Bulgarian Jewish community condemns antisemitic vandalism at synagogue

Graphic by Angelie Zaslavsky
Over the weekend, vandals claiming to belong to Antifa Bulgaria painted a synagogue in the country with graffiti reading “free Palestine” and equated the Israeli government with the Nazi regime.
The target of the vandals was Bulgaria’s oldest synagogue, the Zion Synagogue in Plovdiv, a city on Bulgaria’s border with Turkey.
Shalom, an organization that represents Bulgarian Jewry, condemned the graffiti, according to Bulgarian news outlet the Sofia Globe. In their condemnation, Shalom cited the International Holocaust Remembrance Alliance’s definition of antisemitism, which categorizes the comparison of modern Israeli policies to the Nazi regime as a form of antisemitism.

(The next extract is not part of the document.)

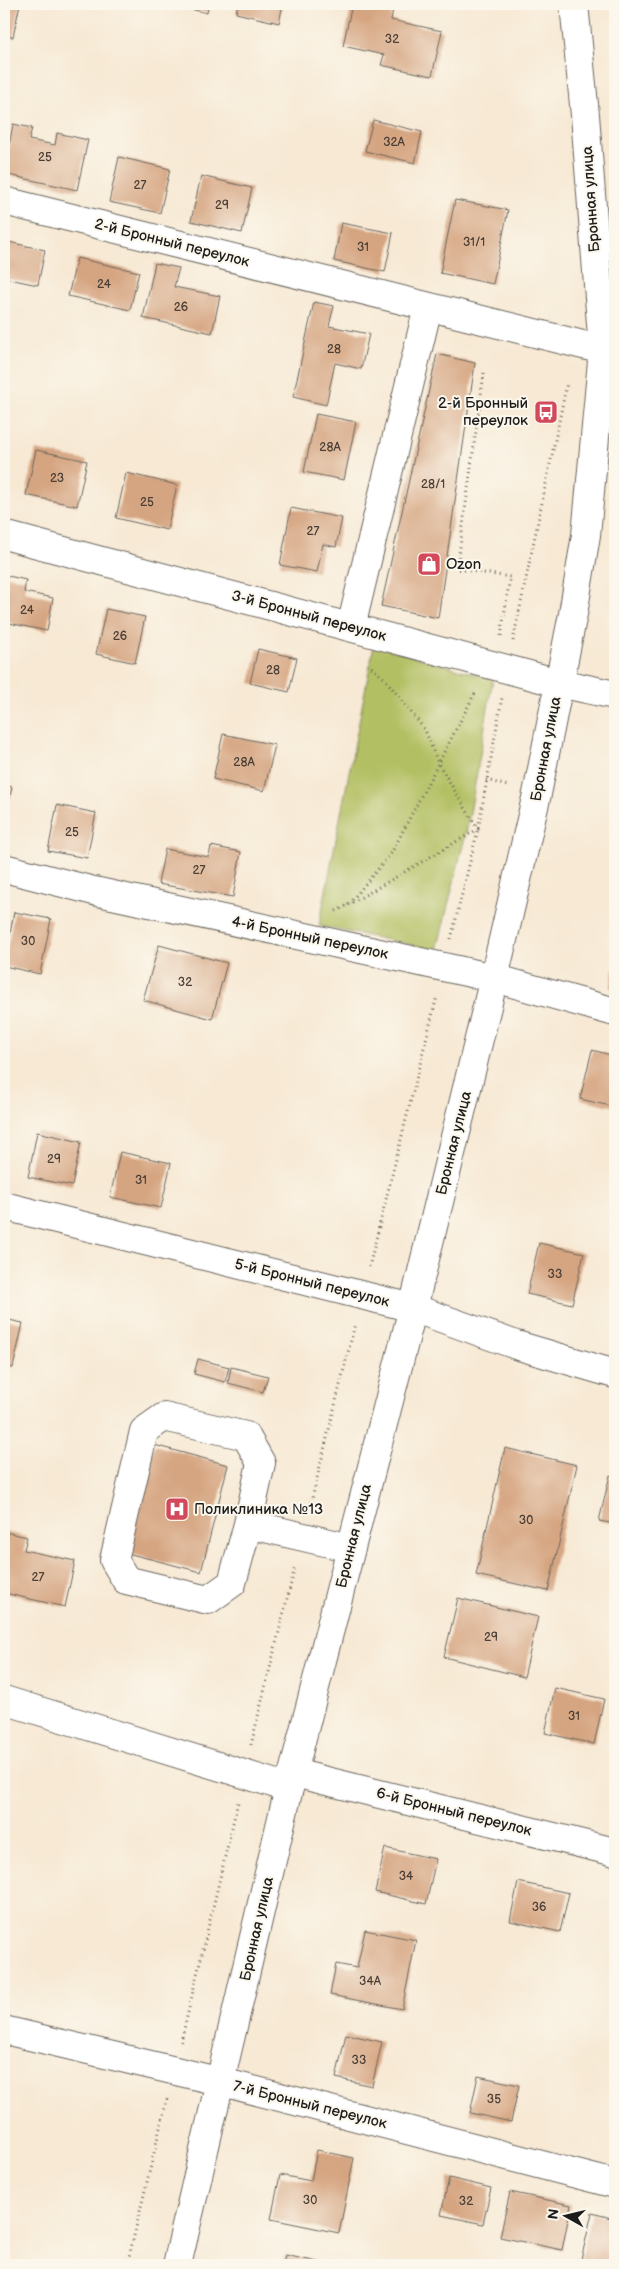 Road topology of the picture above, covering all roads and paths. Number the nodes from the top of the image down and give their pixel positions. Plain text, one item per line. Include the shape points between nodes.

While the IHRA definition is disputed by many, most definitions of antisemitism, including that of the ADL, find that holding all Jews responsible for the actions of the Israeli government is a form of antisemitism.
Antifa Bulgaria is most known for their counter protests to The annual Lukov March in Sofia which is hosted by Bulgarian neo-Nazis to honor Nazi Collaborator Hristo Lukov. Lukov was a prominent advocate of antisemitism during the Bulgaria’s alliance with Nazi Germany, but was assassinated by Jewish partisans affiliated with Bulgaria’s Communist party in 1943. No march was held this year due to the coronavirus pandemic.
Though the kingdom of Bulgaria was allied with Nazi Germany during World War II, it, like Denmark, was one of the few such countries to save almost the entirety of its Jewish population. Few of Bulgaria’s 48,000 Jews were killed or even deported during the war, thanks to the protection of Bulgaria’s Tsar Boris III and local church leaders. However, Jewish men were conscripted into labor battalions, and Bulgarian forces assisting the Nazis did help facilitate the Holocaust in Bulgarian-occupied regions of Yugoslavia and Greece such as Macedonia and Thrace.
According to the Sofia Globe, there were nine reported incidents of antisemitism in Bulgaria in 2019, none of which resulted in a conviction.